B. La SAR a-t-elle omis de tenir compte de l’ensemble de la preuve?

[23] Le demandeur prétend que la SAR n’a pas fait son travail d’appréciation de sa demande, parce qu’elle n’a pas tenu compte de l’ensemble de la preuve et, en particulier, parce qu’elle n’a pas pris en considération les liens du demandeur avec Ebisa Merga ni l’émission d’une sommation par la police. Le demandeur s’appuie sur la décision Ahangaran c Canada (Ministre de la Citoyenneté et de l’Immigration), 1999 CanLII 8128, pour prétendre que le fait de ne pas prendre en compte la totalité de la preuve constitue une erreur de droit.

[24] Bien que le demandeur se réfère à un « affidavit » d’Ebisa Merga, le document n’en est pas un, mais plutôt une lettre manuscrite. La lettre se borne à énoncer que le demandeur a dit à Ebisa Merga qu’il avait été détenu. Une note manuscrite qui répète ce que le demandeur a dit à l’auteur n’est pas d’une importance telle que la SAR doive la mentionner spécifiquement (Cepeda-Gutierrez c Canada (Ministre de la Citoyenneté et de l’Immigration), 1998 CanLII 8667 au para 17).

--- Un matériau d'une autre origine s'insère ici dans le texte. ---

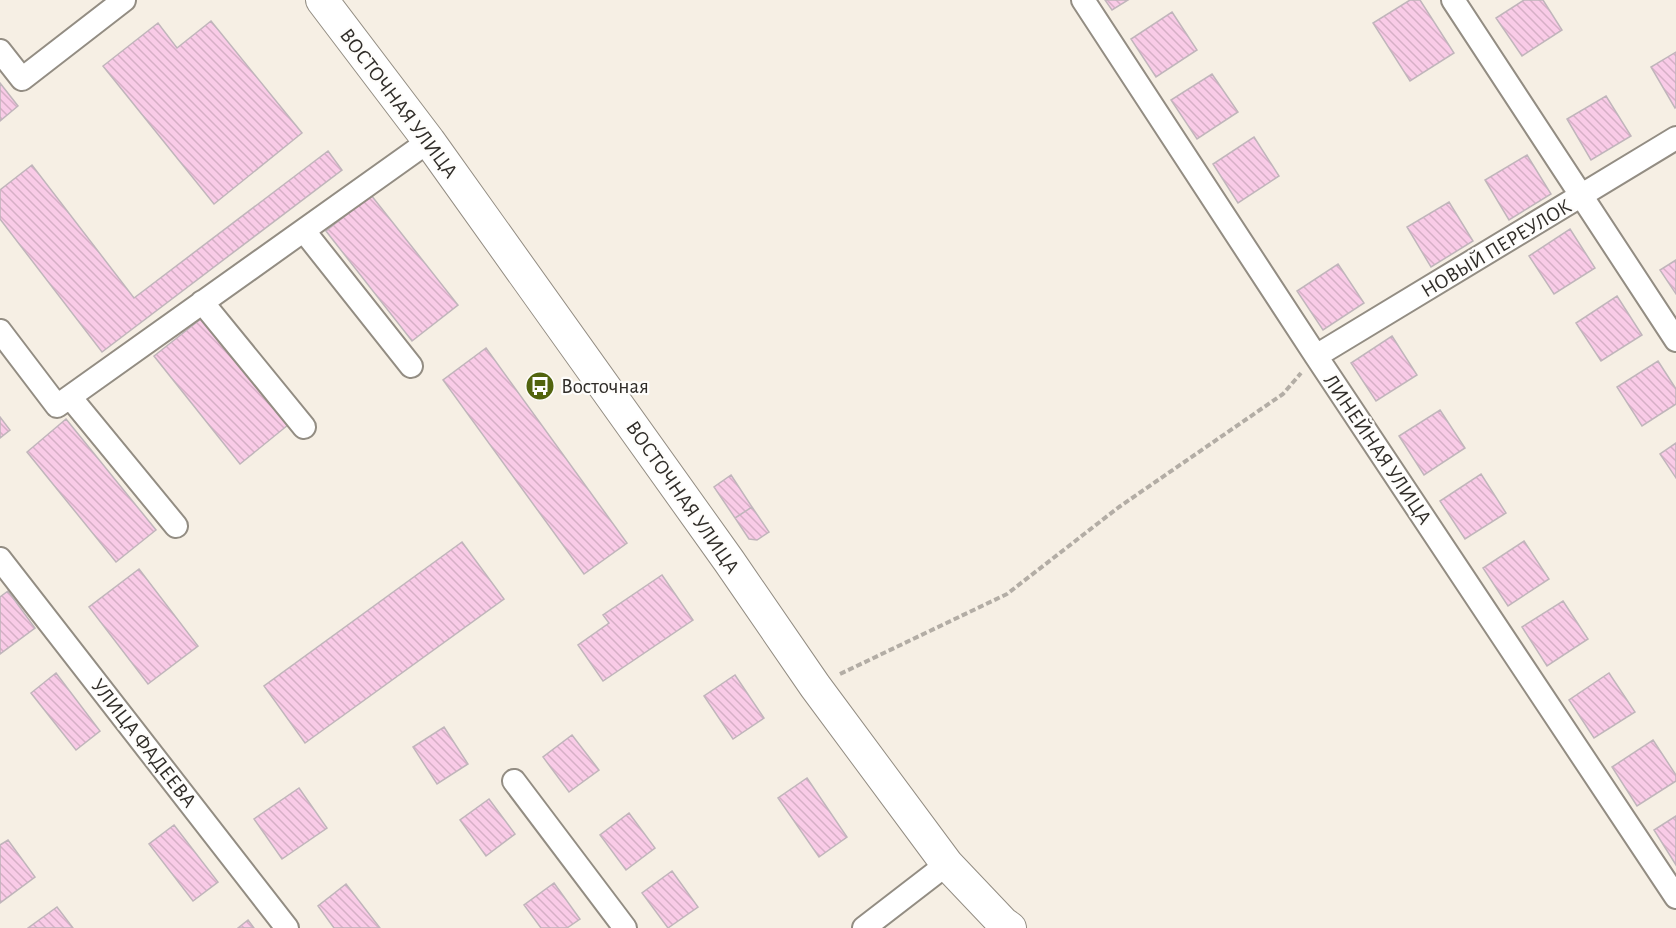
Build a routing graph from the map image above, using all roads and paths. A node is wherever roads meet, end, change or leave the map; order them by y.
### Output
1 (322, 0) edge
2 (1083, 0) edge
3 (1453, 0) edge
4 (114, 3) edge
5 (0, 51) edge
6 (1676, 138) edge
7 (429, 141) junction
8 (1582, 196) junction
9 (304, 231) junction
10 (202, 302) junction
11 (0, 331) edge
12 (1676, 340) edge
13 (1316, 356) junction
14 (411, 366) dead end
15 (70, 397) junction
16 (304, 427) dead end
17 (176, 526) dead end
18 (0, 559) edge
19 (815, 686) junction
20 (514, 781) dead end
21 (947, 864) junction
22 (1676, 897) edge
23 (287, 928) edge
24 (625, 928) edge
25 (864, 928) edge
26 (1010, 928) edge

1 - 7 street, ВОСТОЧНАЯ УЛИЦА
2 - 13 street, ЛИНЕЙНАЯ УЛИЦА
3 - 8 street
4 - 5 street
6 - 8 street, НОВЫЙ ПЕРЕУЛОК
7 - 9 street
7 - 19 street, ВОСТОЧНАЯ УЛИЦА
8 - 12 street
8 - 13 street, НОВЫЙ ПЕРЕУЛОК
9 - 10 street
9 - 14 street
10 - 15 street
10 - 16 street
11 - 15 street
13 - 19 path
13 - 22 street, ЛИНЕЙНАЯ УЛИЦА
15 - 17 street
18 - 23 street, УЛИЦА ФАДЕЕВА
19 - 21 street, ВОСТОЧНАЯ УЛИЦА
20 - 24 street
21 - 25 street
21 - 26 street, ВОСТОЧНАЯ УЛИЦА

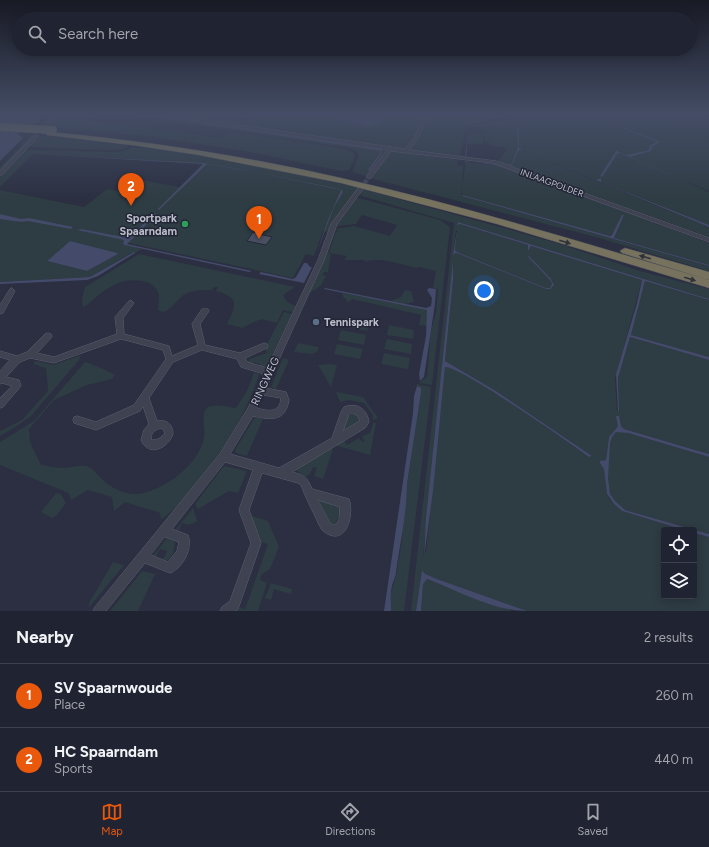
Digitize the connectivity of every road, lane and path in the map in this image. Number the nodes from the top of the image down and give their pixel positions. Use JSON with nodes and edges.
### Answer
{"nodes":[{"id":1,"x":31,"y":143,"type":"edge"},
{"id":2,"x":132,"y":143,"type":"edge"},
{"id":3,"x":171,"y":143,"type":"edge"},
{"id":4,"x":346,"y":143,"type":"edge"},
{"id":5,"x":413,"y":143,"type":"edge"},
{"id":6,"x":390,"y":149,"type":"junction"},
{"id":7,"x":406,"y":151,"type":"junction"},
{"id":8,"x":0,"y":174,"type":"edge"},
{"id":9,"x":369,"y":177,"type":"tunnel mouth"},
{"id":10,"x":360,"y":188,"type":"tunnel mouth"},
{"id":11,"x":709,"y":240,"type":"edge"},
{"id":12,"x":709,"y":276,"type":"edge"},
{"id":13,"x":709,"y":284,"type":"edge"},
{"id":14,"x":12,"y":291,"type":"dead end"},
{"id":15,"x":131,"y":303,"type":"dead end"},
{"id":16,"x":0,"y":311,"type":"edge"},
{"id":17,"x":205,"y":311,"type":"dead end"},
{"id":18,"x":48,"y":336,"type":"dead end"},
{"id":19,"x":121,"y":336,"type":"junction"},
{"id":20,"x":264,"y":346,"type":"dead end"},
{"id":21,"x":202,"y":347,"type":"junction"},
{"id":22,"x":0,"y":354,"type":"edge"},
{"id":23,"x":30,"y":355,"type":"junction"},
{"id":24,"x":240,"y":356,"type":"junction"},
{"id":25,"x":17,"y":359,"type":"junction"},
{"id":26,"x":170,"y":360,"type":"junction"},
{"id":27,"x":268,"y":372,"type":"junction"},
{"id":28,"x":0,"y":380,"type":"edge"},
{"id":29,"x":260,"y":391,"type":"junction"},
{"id":30,"x":144,"y":398,"type":"junction"},
{"id":31,"x":0,"y":404,"type":"edge"},
{"id":32,"x":251,"y":411,"type":"junction"},
{"id":33,"x":76,"y":420,"type":"dead end"},
{"id":34,"x":154,"y":426,"type":"dead end"},
{"id":35,"x":336,"y":441,"type":"dead end"},
{"id":36,"x":223,"y":457,"type":"junction"},
{"id":37,"x":259,"y":467,"type":"junction"},
{"id":38,"x":282,"y":472,"type":"junction"},
{"id":39,"x":310,"y":494,"type":"dead end"},
{"id":40,"x":164,"y":531,"type":"junction"},
{"id":41,"x":143,"y":557,"type":"junction"},
{"id":42,"x":99,"y":611,"type":"edge"},
{"id":43,"x":226,"y":611,"type":"edge"}],
"edges":[{"from":1,"to":8,"type":"street"},
{"from":2,"to":13,"type":"highway","one_way":true},
{"from":12,"to":3,"type":"highway","one_way":true},
{"from":4,"to":6,"type":"street","name":"INLAAGPOLDER"},
{"from":5,"to":7,"type":"street"},
{"from":6,"to":7,"type":"street","name":"INLAAGPOLDER"},
{"from":6,"to":9,"type":"street"},
{"from":7,"to":11,"type":"street","name":"INLAAGPOLDER"},
{"from":10,"to":27,"type":"street","name":"RINGWEG"},
{"from":14,"to":16,"type":"street"},
{"from":15,"to":19,"type":"street"},
{"from":17,"to":21,"type":"street"},
{"from":18,"to":23,"type":"street"},
{"from":19,"to":23,"type":"street"},
{"from":19,"to":26,"type":"street"},
{"from":20,"to":24,"type":"street"},
{"from":21,"to":24,"type":"street"},
{"from":21,"to":26,"type":"street"},
{"from":22,"to":25,"type":"street"},
{"from":23,"to":25,"type":"street"},
{"from":24,"to":27,"type":"street"},
{"from":25,"to":28,"type":"street"},
{"from":26,"to":30,"type":"street"},
{"from":27,"to":29,"type":"street","name":"RINGWEG"},
{"from":28,"to":31,"type":"street"},
{"from":29,"to":32,"type":"street","name":"RINGWEG"},
{"from":29,"to":32,"type":"street"},
{"from":30,"to":33,"type":"street"},
{"from":30,"to":34,"type":"street"},
{"from":32,"to":36,"type":"street","name":"RINGWEG"},
{"from":35,"to":38,"type":"street"},
{"from":36,"to":37,"type":"street"},
{"from":36,"to":40,"type":"street","name":"RINGWEG"},
{"from":37,"to":38,"type":"street"},
{"from":37,"to":43,"type":"street"},
{"from":38,"to":39,"type":"street"},
{"from":40,"to":41,"type":"street","name":"RINGWEG"},
{"from":40,"to":41,"type":"street"},
{"from":41,"to":42,"type":"street","name":"RINGWEG"}]}
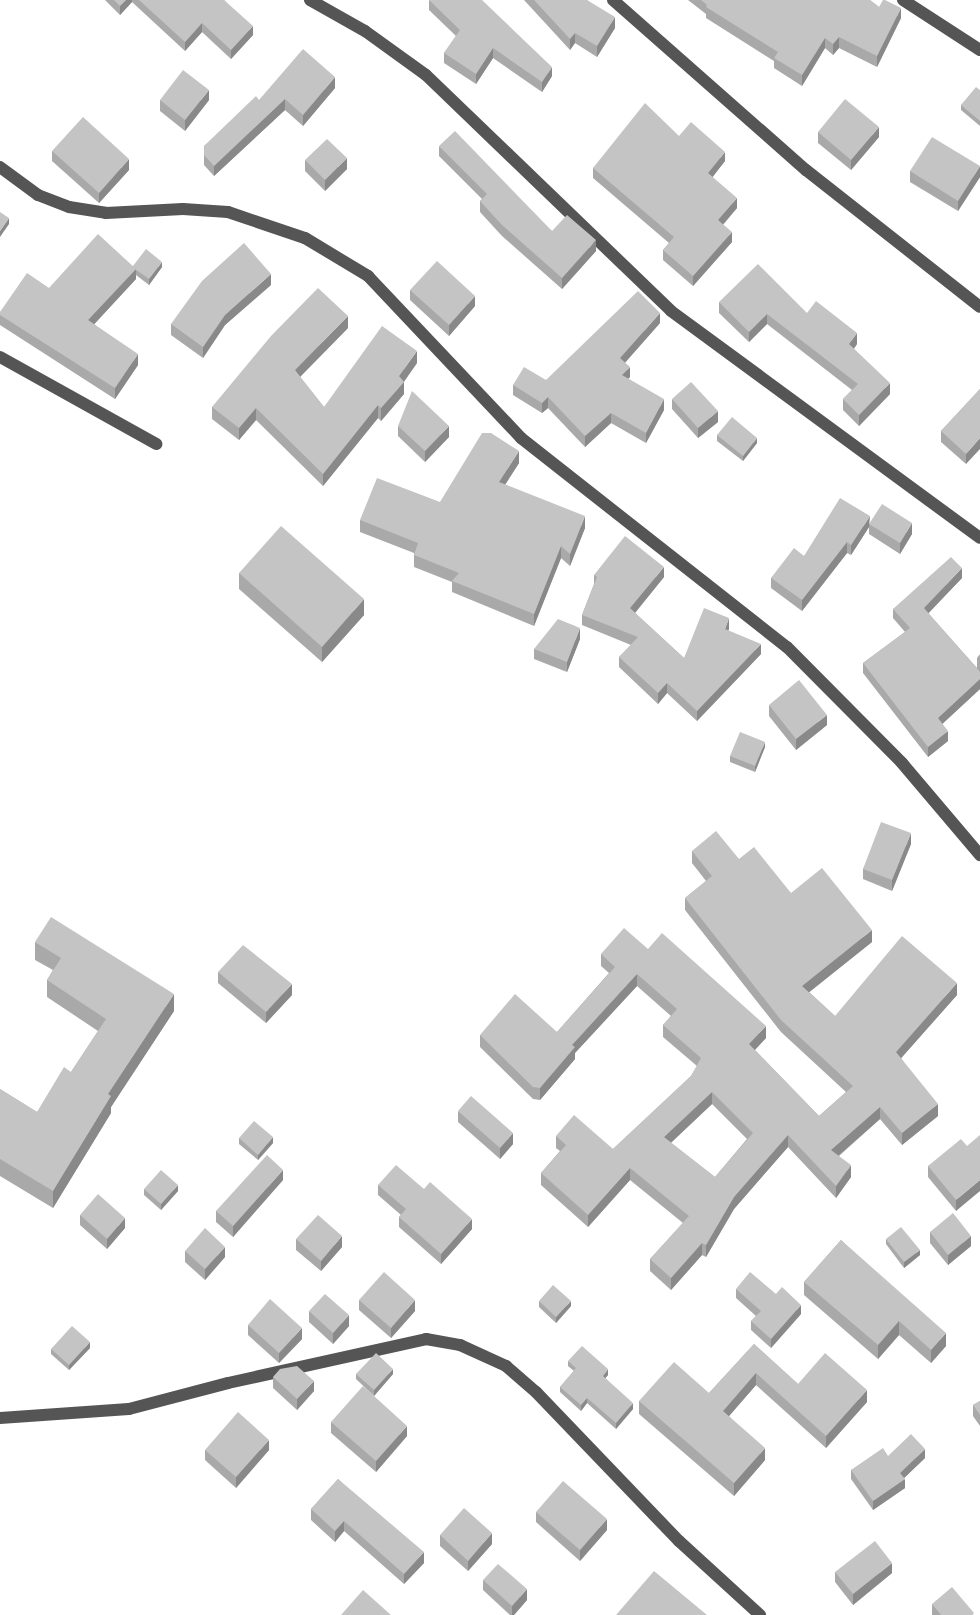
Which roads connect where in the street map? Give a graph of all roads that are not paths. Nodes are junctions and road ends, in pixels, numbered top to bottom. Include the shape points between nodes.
1 (310, 0) edge
2 (613, 0) edge
3 (903, 0) edge
4 (980, 50) edge
5 (0, 167) edge
6 (980, 307) edge
7 (0, 357) edge
8 (156, 444) dead end
9 (980, 538) edge
10 (980, 855) edge
11 (0, 1418) edge
12 (760, 1615) edge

[25] La sommation de la police indique que le demandeur est accusé de diffamation; cependant, une allégation de diffamation ne peut appuyer la prétention du demandeur selon laquelle il court le risque d’être persécuté. Dans tous les cas, la SAR a explicitement pris la sommation en considération, mais a conclu que la sommation seule n’était pas suffisante pour remettre en cause les conclusions relatives à la crédibilité.

V. Conclusion

[26] La présente demande de contrôle judiciaire sera rejetée, parce que la décision de la SAR est raisonnable. Il n’y a pas de question en vue de la certification.


JUGEMENT DANS LE DOSSIER IMM-6492-20

LA COUR STATUE :

  1. La demande de contrôle judiciaire est rejetée.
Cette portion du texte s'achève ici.